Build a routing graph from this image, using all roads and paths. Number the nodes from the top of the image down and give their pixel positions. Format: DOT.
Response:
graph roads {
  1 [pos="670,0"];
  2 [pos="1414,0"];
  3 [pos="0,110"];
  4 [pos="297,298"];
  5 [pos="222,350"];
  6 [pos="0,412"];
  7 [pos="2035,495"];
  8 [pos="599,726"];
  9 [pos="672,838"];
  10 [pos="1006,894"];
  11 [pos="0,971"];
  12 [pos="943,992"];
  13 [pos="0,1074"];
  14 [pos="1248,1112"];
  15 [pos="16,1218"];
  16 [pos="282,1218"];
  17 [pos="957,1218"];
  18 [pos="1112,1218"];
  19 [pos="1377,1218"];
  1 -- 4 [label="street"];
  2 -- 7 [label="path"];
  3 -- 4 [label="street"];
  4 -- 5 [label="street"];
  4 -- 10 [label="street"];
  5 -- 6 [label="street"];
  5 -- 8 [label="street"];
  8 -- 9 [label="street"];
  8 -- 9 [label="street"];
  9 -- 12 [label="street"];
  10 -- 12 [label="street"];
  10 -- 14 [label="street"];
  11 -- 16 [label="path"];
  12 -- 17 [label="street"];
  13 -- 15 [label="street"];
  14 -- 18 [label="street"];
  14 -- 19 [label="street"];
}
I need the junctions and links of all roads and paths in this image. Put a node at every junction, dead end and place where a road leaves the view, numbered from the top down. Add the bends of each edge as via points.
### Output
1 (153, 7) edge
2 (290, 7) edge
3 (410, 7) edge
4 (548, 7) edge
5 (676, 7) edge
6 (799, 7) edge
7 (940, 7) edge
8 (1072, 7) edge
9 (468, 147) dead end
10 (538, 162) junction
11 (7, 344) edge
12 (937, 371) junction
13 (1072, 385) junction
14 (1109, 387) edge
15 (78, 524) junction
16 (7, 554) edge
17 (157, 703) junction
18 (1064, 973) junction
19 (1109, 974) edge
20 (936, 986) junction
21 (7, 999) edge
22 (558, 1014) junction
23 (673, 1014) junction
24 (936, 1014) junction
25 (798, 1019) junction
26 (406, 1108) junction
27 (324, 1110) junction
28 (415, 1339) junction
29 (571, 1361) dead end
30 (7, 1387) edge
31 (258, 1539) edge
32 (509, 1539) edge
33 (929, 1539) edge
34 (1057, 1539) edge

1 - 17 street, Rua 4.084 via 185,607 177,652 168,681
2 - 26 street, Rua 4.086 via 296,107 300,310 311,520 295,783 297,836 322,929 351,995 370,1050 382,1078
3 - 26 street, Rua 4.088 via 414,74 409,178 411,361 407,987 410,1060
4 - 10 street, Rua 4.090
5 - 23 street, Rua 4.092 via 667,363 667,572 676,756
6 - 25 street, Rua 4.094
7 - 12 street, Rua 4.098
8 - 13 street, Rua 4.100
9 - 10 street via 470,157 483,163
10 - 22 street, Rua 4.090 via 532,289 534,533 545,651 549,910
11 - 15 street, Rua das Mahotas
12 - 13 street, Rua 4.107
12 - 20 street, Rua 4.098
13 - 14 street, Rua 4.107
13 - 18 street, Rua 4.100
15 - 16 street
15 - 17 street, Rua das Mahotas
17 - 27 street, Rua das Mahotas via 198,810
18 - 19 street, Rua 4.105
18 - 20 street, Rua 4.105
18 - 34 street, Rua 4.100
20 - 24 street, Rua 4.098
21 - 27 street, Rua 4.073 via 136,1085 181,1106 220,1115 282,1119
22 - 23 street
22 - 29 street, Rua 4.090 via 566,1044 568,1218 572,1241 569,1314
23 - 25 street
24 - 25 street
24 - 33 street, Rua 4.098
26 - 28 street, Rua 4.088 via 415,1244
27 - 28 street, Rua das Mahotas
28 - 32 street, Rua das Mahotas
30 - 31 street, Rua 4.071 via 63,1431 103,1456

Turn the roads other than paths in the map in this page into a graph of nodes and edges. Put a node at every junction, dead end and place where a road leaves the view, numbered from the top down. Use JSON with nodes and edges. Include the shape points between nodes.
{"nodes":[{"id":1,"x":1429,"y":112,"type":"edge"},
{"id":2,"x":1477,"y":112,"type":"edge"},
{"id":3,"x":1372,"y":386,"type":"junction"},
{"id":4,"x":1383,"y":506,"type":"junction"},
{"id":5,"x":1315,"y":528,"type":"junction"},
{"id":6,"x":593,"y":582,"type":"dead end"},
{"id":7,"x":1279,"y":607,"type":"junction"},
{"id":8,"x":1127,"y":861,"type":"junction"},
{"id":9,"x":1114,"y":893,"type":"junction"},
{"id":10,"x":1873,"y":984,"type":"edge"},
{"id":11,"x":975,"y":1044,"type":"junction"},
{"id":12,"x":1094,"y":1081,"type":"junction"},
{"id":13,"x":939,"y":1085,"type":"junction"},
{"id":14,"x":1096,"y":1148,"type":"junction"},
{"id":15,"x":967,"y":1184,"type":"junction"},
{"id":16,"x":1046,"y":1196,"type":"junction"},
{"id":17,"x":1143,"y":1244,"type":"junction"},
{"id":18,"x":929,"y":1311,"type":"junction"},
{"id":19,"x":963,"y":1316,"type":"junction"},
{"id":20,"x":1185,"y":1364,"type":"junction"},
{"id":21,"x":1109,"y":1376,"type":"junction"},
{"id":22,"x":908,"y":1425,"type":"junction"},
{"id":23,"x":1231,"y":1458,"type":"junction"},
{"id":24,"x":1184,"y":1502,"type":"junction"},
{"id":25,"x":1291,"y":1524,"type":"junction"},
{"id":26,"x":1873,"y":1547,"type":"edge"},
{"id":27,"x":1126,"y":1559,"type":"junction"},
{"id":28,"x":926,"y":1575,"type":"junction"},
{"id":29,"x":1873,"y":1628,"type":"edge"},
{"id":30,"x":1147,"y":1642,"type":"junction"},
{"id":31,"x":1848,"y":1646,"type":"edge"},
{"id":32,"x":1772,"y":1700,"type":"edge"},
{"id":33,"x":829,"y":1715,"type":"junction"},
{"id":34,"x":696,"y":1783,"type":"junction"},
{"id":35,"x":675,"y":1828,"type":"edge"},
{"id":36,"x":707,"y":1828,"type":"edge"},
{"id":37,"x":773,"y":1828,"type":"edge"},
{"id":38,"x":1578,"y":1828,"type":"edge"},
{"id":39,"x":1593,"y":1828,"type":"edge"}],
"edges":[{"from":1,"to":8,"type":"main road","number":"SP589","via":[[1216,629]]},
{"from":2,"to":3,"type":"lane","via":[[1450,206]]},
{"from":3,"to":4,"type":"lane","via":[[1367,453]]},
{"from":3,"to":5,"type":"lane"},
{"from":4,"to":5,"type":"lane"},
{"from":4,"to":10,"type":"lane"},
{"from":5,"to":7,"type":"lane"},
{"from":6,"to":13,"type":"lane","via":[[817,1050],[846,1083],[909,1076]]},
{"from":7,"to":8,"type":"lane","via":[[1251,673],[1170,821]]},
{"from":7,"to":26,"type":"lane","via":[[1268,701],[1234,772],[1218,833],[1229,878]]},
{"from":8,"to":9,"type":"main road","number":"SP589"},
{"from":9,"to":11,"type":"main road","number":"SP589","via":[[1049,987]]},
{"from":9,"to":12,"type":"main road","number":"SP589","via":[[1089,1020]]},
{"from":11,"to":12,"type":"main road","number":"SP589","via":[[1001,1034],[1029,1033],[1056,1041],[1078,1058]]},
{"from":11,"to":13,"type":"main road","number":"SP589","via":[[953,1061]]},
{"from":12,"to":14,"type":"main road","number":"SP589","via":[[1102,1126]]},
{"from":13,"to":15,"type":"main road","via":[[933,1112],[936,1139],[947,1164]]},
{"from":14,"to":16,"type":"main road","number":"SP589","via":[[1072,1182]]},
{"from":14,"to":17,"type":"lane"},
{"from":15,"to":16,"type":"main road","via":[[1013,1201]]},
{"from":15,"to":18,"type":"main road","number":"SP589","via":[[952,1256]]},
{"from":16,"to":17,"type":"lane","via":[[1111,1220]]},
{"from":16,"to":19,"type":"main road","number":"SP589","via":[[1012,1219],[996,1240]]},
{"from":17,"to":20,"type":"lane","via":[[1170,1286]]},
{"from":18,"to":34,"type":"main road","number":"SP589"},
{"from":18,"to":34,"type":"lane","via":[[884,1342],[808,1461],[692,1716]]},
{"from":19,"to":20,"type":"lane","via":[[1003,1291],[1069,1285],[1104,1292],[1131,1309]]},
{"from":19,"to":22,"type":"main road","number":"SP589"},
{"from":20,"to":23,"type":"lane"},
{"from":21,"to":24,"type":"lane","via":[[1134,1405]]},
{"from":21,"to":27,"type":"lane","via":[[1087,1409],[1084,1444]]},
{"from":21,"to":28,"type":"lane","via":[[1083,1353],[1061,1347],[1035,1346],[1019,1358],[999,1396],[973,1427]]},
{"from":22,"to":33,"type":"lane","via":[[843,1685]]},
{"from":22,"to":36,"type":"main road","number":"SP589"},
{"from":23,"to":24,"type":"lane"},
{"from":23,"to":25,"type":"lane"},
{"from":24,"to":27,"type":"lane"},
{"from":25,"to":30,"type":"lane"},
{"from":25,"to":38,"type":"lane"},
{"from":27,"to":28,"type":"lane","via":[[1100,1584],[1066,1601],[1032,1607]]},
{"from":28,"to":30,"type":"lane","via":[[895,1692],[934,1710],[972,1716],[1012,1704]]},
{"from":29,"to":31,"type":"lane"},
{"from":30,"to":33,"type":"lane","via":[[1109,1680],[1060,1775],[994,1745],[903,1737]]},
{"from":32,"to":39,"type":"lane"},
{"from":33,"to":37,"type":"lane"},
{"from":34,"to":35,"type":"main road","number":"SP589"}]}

------------------------

# ACTIVITY
Write down again the exact lines running from the beginning of the data to the line containing "I need the junctions", with both ends included.

# YOUR RESPONSE
Build a routing graph from this image, using all roads and paths. Number the nodes from the top of the image down and give their pixel positions. Format: DOT.
Response:
graph roads {
  1 [pos="670,0"];
  2 [pos="1414,0"];
  3 [pos="0,110"];
  4 [pos="297,298"];
  5 [pos="222,350"];
  6 [pos="0,412"];
  7 [pos="2035,495"];
  8 [pos="599,726"];
  9 [pos="672,838"];
  10 [pos="1006,894"];
  11 [pos="0,971"];
  12 [pos="943,992"];
  13 [pos="0,1074"];
  14 [pos="1248,1112"];
  15 [pos="16,1218"];
  16 [pos="282,1218"];
  17 [pos="957,1218"];
  18 [pos="1112,1218"];
  19 [pos="1377,1218"];
  1 -- 4 [label="street"];
  2 -- 7 [label="path"];
  3 -- 4 [label="street"];
  4 -- 5 [label="street"];
  4 -- 10 [label="street"];
  5 -- 6 [label="street"];
  5 -- 8 [label="street"];
  8 -- 9 [label="street"];
  8 -- 9 [label="street"];
  9 -- 12 [label="street"];
  10 -- 12 [label="street"];
  10 -- 14 [label="street"];
  11 -- 16 [label="path"];
  12 -- 17 [label="street"];
  13 -- 15 [label="street"];
  14 -- 18 [label="street"];
  14 -- 19 [label="street"];
}
I need the junctions and links of all roads and paths in this image. Put a node at every junction, dead end and place where a road leaves the view, numbered from the top down. Add the bends of each edge as via points.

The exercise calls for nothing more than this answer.